- _Problem to solve_
Set down again exactly the lines of the listing below that fall between the line holding "thumb tip: (625, 510)" and the line holding "wrist: (338, 580)", inclusive.

- _Extracted material_
Segment Open
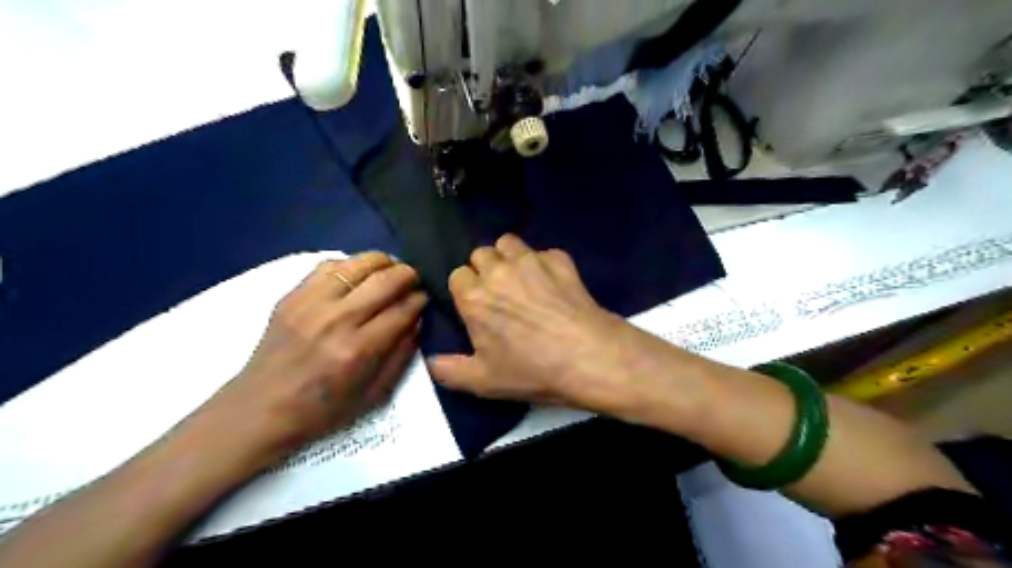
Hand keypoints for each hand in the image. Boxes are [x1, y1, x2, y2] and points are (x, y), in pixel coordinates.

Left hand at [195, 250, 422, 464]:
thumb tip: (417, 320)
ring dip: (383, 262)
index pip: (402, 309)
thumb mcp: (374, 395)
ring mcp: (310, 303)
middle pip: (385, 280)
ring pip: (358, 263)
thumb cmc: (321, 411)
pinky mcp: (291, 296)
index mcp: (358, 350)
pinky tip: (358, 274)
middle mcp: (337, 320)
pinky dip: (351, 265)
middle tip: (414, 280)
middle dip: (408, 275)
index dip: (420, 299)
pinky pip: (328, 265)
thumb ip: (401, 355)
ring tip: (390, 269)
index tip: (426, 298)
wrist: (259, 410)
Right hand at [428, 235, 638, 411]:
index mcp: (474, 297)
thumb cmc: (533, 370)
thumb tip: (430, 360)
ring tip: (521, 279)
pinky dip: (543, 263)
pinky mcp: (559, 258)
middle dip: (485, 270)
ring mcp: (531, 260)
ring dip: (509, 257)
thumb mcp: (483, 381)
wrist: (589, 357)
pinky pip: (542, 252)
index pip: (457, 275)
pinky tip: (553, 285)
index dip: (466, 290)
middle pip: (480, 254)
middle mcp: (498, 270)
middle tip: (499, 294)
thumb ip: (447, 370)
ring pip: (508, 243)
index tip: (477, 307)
Segment Closed
Segment Open
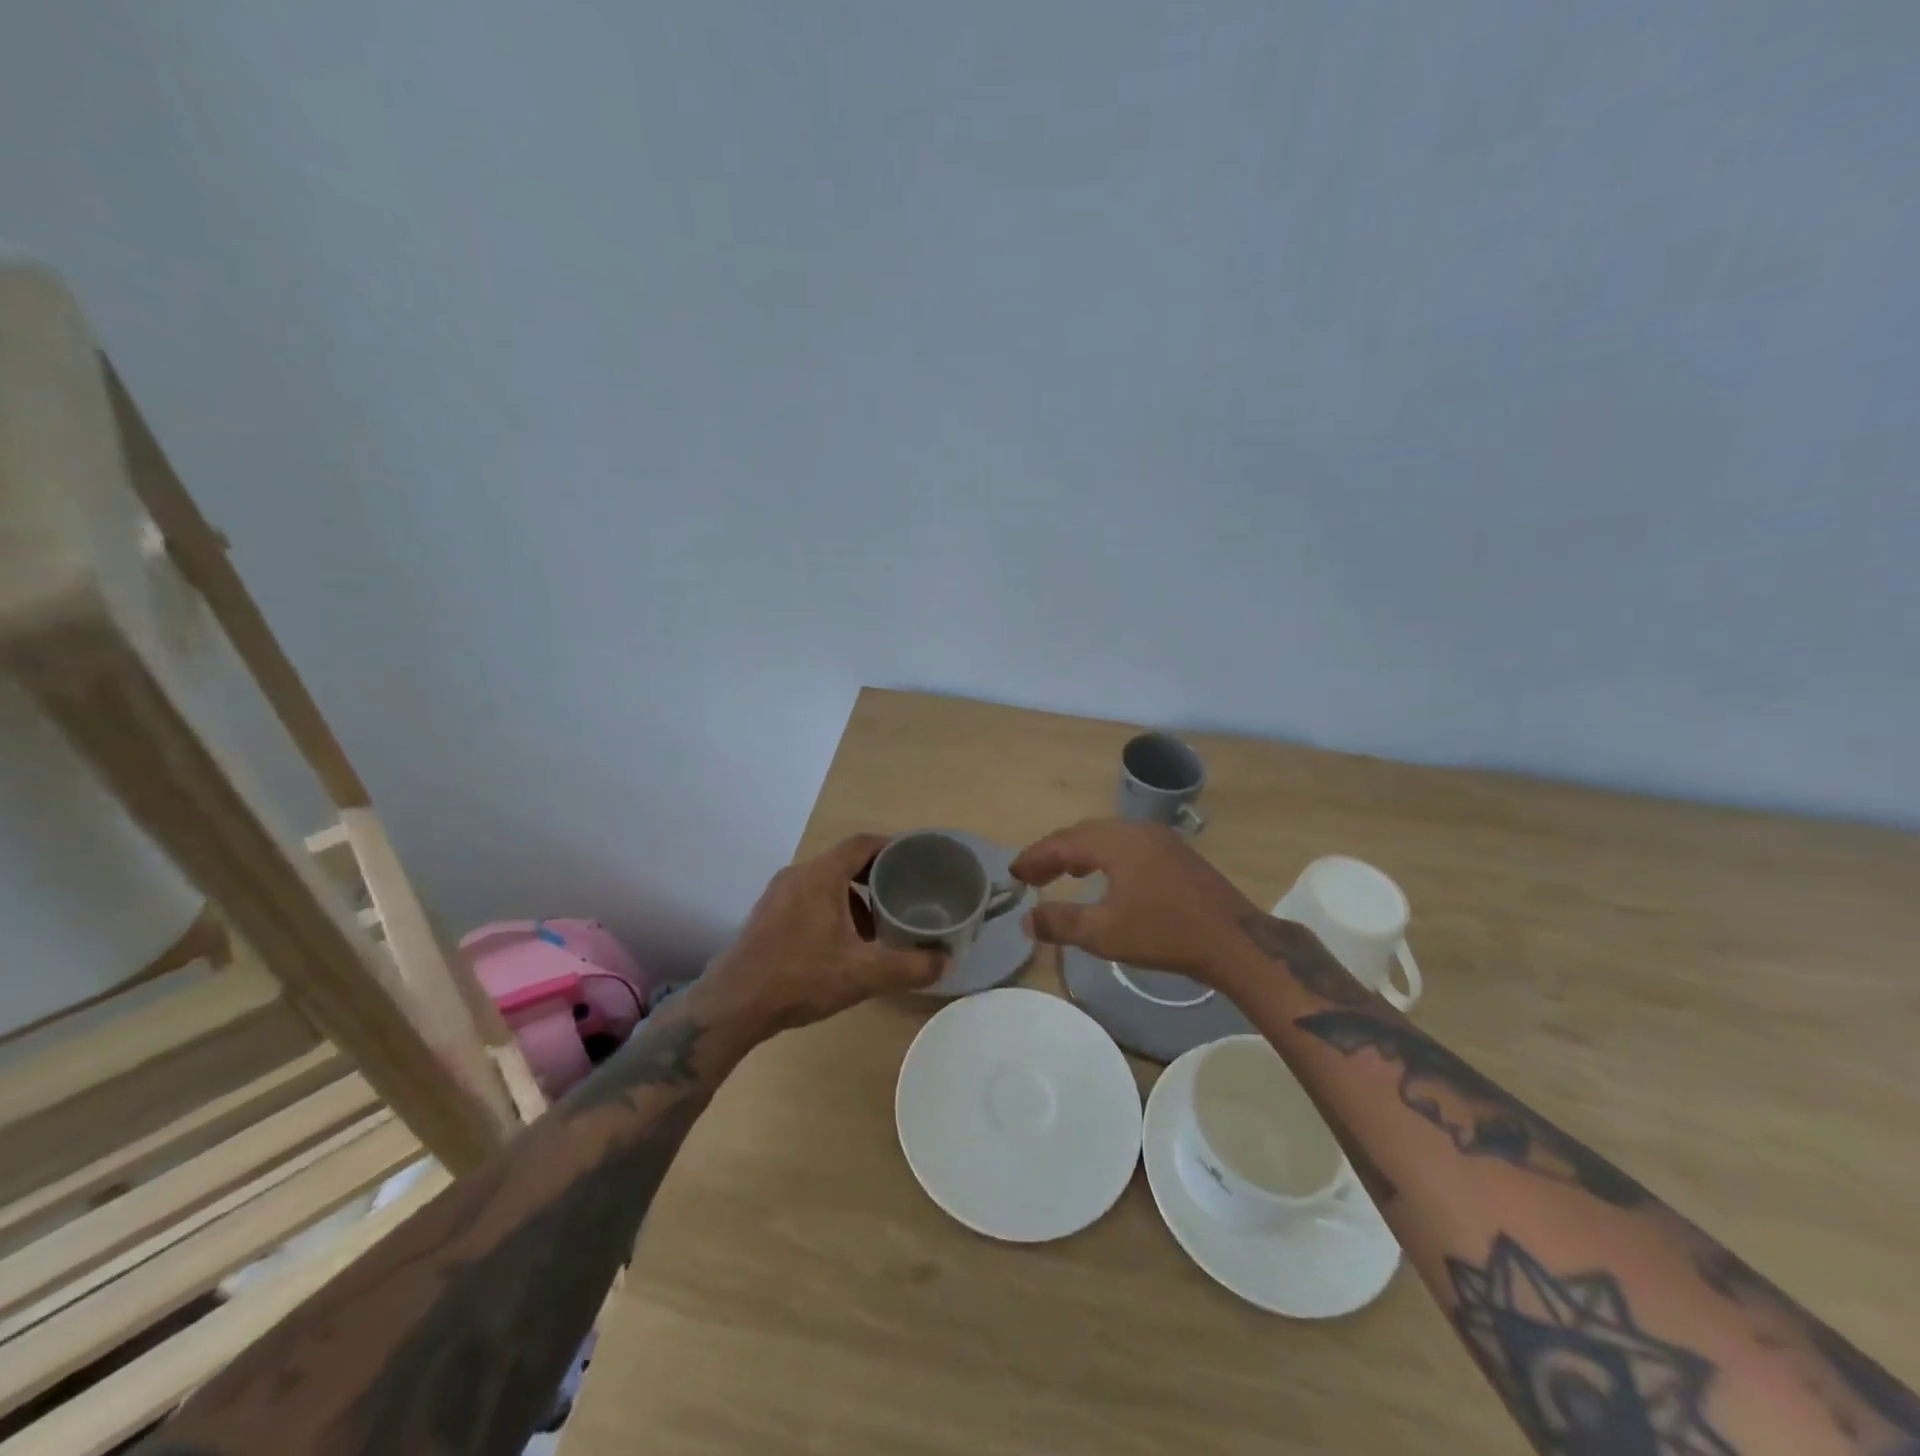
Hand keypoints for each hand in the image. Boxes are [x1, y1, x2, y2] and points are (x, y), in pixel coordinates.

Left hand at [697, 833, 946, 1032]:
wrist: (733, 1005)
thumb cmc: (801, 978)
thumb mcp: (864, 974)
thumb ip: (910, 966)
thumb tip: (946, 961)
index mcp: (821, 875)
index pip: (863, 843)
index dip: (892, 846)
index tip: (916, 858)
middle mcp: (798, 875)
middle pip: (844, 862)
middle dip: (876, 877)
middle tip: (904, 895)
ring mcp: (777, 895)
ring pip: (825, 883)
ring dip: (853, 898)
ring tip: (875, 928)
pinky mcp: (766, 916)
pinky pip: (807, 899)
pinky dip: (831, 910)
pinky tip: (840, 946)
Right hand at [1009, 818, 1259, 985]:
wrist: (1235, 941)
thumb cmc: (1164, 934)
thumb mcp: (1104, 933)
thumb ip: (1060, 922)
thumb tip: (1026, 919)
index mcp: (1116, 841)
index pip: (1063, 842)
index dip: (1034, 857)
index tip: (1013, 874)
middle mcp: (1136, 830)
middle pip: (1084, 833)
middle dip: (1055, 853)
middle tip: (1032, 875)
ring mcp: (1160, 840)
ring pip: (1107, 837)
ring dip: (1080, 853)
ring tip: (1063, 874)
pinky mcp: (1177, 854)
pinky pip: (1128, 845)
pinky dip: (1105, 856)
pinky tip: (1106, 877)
Segment Closed
Segment Open
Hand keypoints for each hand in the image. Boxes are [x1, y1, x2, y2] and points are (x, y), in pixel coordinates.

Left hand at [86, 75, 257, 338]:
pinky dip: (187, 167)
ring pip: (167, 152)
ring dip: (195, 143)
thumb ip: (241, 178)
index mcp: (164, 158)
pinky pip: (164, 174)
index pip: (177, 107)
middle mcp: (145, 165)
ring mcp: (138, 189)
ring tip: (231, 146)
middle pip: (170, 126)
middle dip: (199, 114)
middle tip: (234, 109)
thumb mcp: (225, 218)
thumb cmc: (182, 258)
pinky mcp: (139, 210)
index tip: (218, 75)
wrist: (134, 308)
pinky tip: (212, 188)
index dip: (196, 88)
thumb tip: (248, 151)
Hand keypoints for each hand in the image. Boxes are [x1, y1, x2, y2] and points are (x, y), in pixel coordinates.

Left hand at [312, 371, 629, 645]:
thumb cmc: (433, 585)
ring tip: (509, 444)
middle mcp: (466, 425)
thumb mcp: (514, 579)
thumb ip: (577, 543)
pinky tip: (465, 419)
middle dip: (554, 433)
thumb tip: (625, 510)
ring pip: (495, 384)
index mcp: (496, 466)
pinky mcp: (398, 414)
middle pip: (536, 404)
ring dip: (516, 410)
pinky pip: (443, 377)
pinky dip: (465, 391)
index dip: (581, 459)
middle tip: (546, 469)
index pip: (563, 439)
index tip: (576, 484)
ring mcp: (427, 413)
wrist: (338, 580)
Segment Closed
- _Your response_
thumb tip: (625, 510)
ring pip: (495, 384)
index mcp: (496, 466)
pinky mcp: (398, 414)
middle pip: (536, 404)
ring dip: (516, 410)
pinky pip: (443, 377)
pinky dip: (465, 391)
index dip: (581, 459)
middle tip: (546, 469)
index pip: (563, 439)
index tip: (576, 484)
ring mcp: (427, 413)
wrist: (338, 580)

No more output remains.